EAX = 0023FEB0 EBX = 0023FEA4

Where did I mistaken?

Was it helpful?

Solution

From compiled code point of view references are pointers (that's why they behave like pointers). It's compiler that doesn't let you manage them as pointers in your C++ code (C++, not C because C has not references).

For this reason yes, you have pointers then you have to deference them to swap variable values.
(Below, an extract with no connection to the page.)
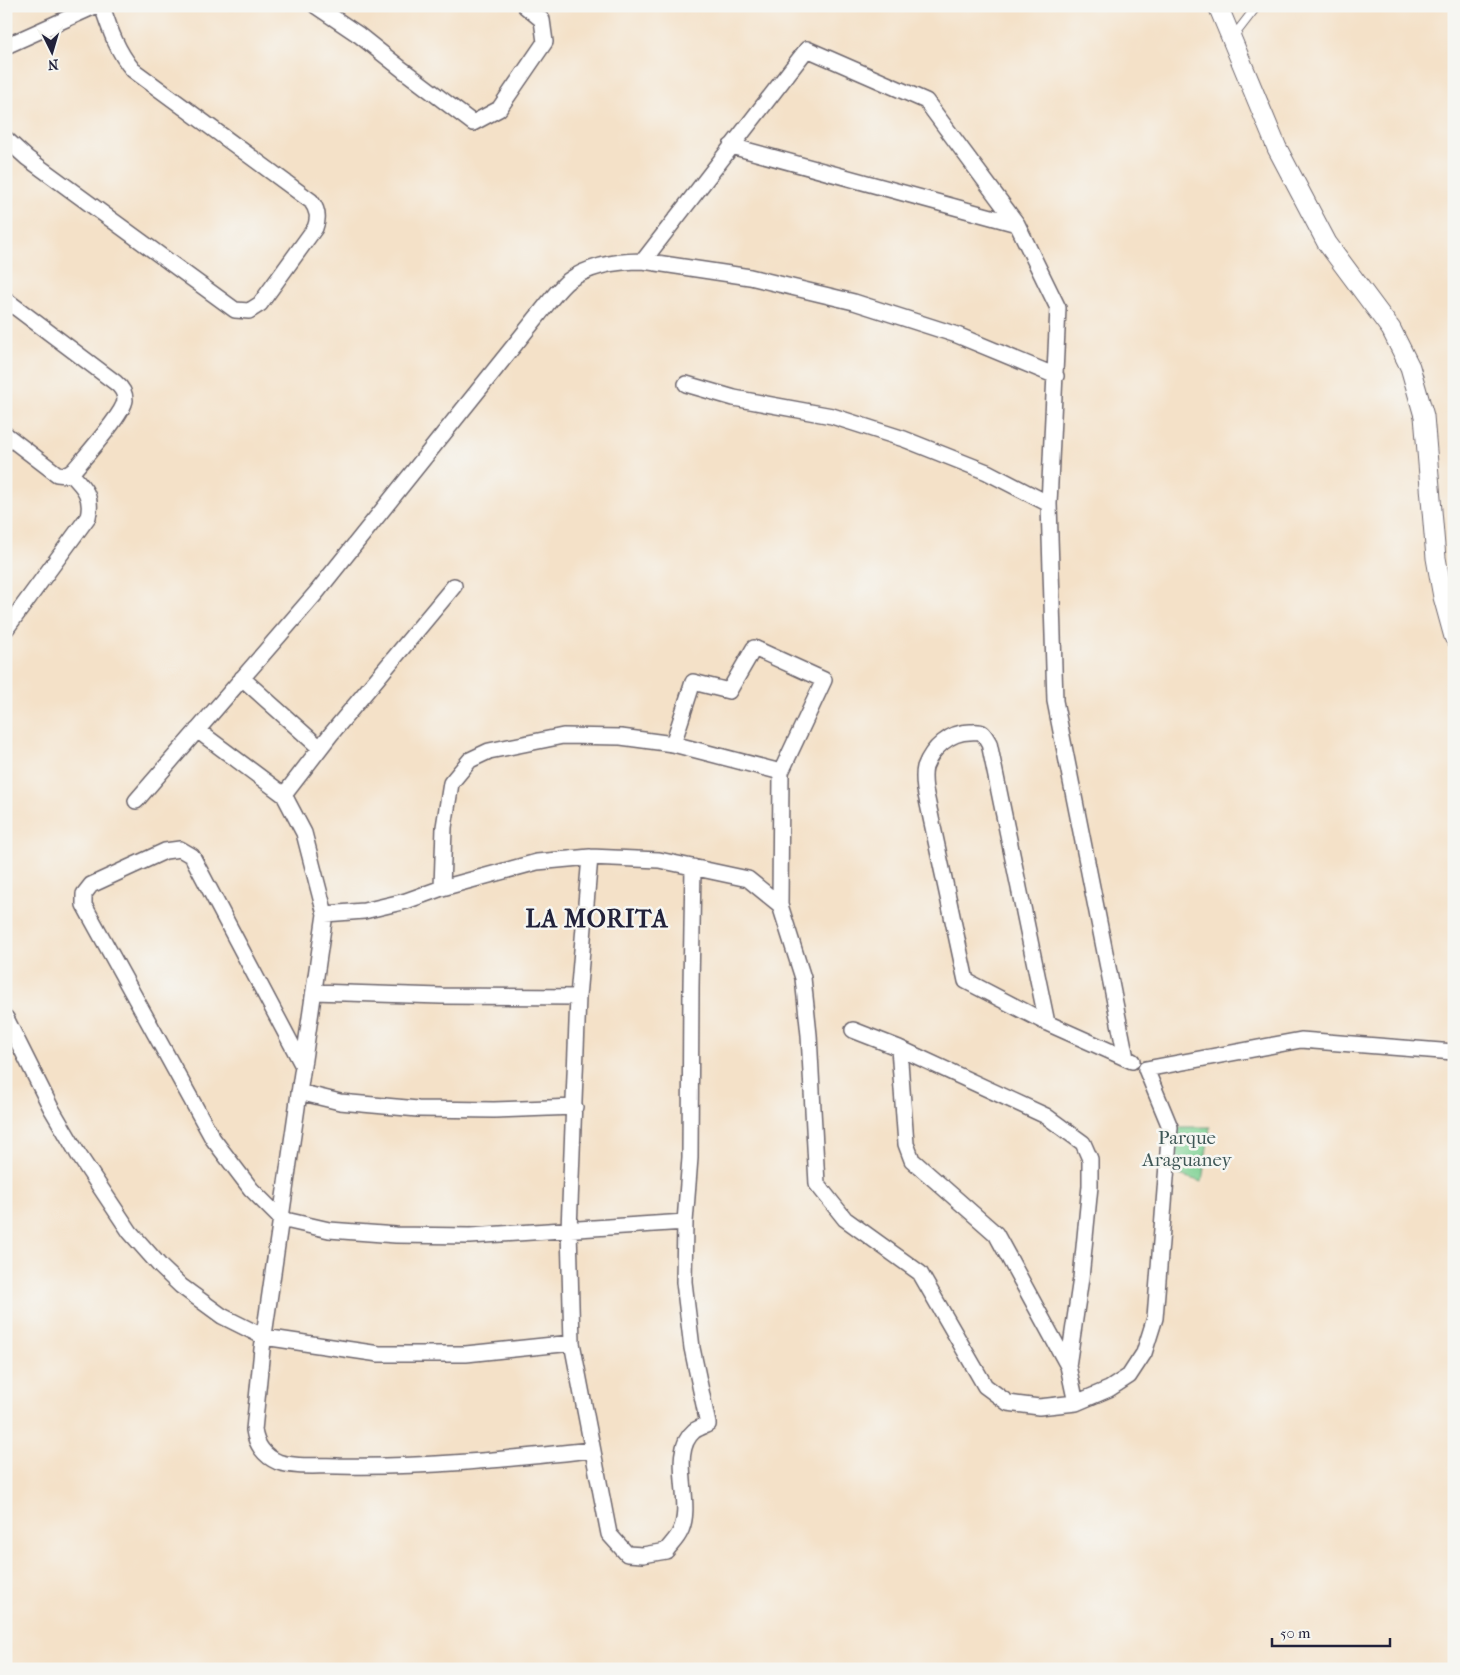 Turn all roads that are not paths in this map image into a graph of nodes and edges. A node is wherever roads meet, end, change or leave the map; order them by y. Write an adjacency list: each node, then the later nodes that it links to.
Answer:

For an example of (working) assembly code take a look to this post here on SO.

Moreover I'd suggest to use __declspec(naked) too so you can write your own short prolog/epilog (otherwise performance benefit of a custom assembly function is pretty small, if there is a benefit at all).

That said you don't even need to use a register for that and you can do it with stack, just pop in reverse order:

__declspec(naked) void swap_fast(int32& a, int32& b)
{
    __asm
    {
        push [a]
        push [b]
        pop [a]
        pop [b]
    }
}

Same can be done through a register (as temporary variable as you're doing, just do not deference pointers) or with xchg, I suppose out there there are a plethora of different algorithms to perform swap in C, C++ and assembly.

Important note about performance: actually I don't know which method is faster; probably a macro with a temporary (register?) variable has same speed as our smart assembly code because compiler will be free to optimize generated assembly much better...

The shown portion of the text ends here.